[Source records]
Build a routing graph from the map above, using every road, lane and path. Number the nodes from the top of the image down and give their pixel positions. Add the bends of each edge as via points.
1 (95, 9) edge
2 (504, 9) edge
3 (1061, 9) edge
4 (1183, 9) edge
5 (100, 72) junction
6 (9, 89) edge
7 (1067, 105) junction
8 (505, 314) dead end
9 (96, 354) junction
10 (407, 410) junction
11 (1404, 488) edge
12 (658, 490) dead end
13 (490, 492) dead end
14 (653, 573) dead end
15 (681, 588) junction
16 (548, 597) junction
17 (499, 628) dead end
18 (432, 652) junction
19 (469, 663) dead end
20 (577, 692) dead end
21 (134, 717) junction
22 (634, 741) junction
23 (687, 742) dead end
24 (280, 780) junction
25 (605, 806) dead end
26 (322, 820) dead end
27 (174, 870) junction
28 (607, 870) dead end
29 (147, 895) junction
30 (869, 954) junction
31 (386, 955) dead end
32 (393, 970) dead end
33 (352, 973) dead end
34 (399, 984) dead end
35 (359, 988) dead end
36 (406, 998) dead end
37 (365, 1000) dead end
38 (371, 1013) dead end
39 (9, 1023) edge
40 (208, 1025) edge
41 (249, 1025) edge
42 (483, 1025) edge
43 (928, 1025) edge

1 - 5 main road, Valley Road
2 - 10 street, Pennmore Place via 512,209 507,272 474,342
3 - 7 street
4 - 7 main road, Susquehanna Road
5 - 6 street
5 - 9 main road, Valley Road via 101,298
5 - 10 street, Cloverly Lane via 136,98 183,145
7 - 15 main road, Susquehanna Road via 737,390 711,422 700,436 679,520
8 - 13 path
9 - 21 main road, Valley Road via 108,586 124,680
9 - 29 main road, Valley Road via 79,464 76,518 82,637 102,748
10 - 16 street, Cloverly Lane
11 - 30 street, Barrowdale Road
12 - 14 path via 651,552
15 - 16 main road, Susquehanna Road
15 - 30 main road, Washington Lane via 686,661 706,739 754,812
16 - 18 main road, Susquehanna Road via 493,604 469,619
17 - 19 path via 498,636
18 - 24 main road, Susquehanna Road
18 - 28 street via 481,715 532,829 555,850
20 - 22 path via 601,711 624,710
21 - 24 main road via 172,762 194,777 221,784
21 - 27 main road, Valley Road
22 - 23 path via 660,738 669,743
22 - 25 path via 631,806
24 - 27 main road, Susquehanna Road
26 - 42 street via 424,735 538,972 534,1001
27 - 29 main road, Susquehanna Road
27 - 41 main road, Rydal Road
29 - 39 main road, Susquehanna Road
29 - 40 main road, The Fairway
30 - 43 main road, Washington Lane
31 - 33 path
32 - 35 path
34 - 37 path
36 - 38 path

▶ WHAT IS BEING ASKED
Report, from the entries above, each line where "Susquehanna" is found.

▶ OUTPUT FOR THIS EXERCISE
4 - 7 main road, Susquehanna Road
7 - 15 main road, Susquehanna Road via 737,390 711,422 700,436 679,520
15 - 16 main road, Susquehanna Road
16 - 18 main road, Susquehanna Road via 493,604 469,619
18 - 24 main road, Susquehanna Road
24 - 27 main road, Susquehanna Road
27 - 29 main road, Susquehanna Road
29 - 39 main road, Susquehanna Road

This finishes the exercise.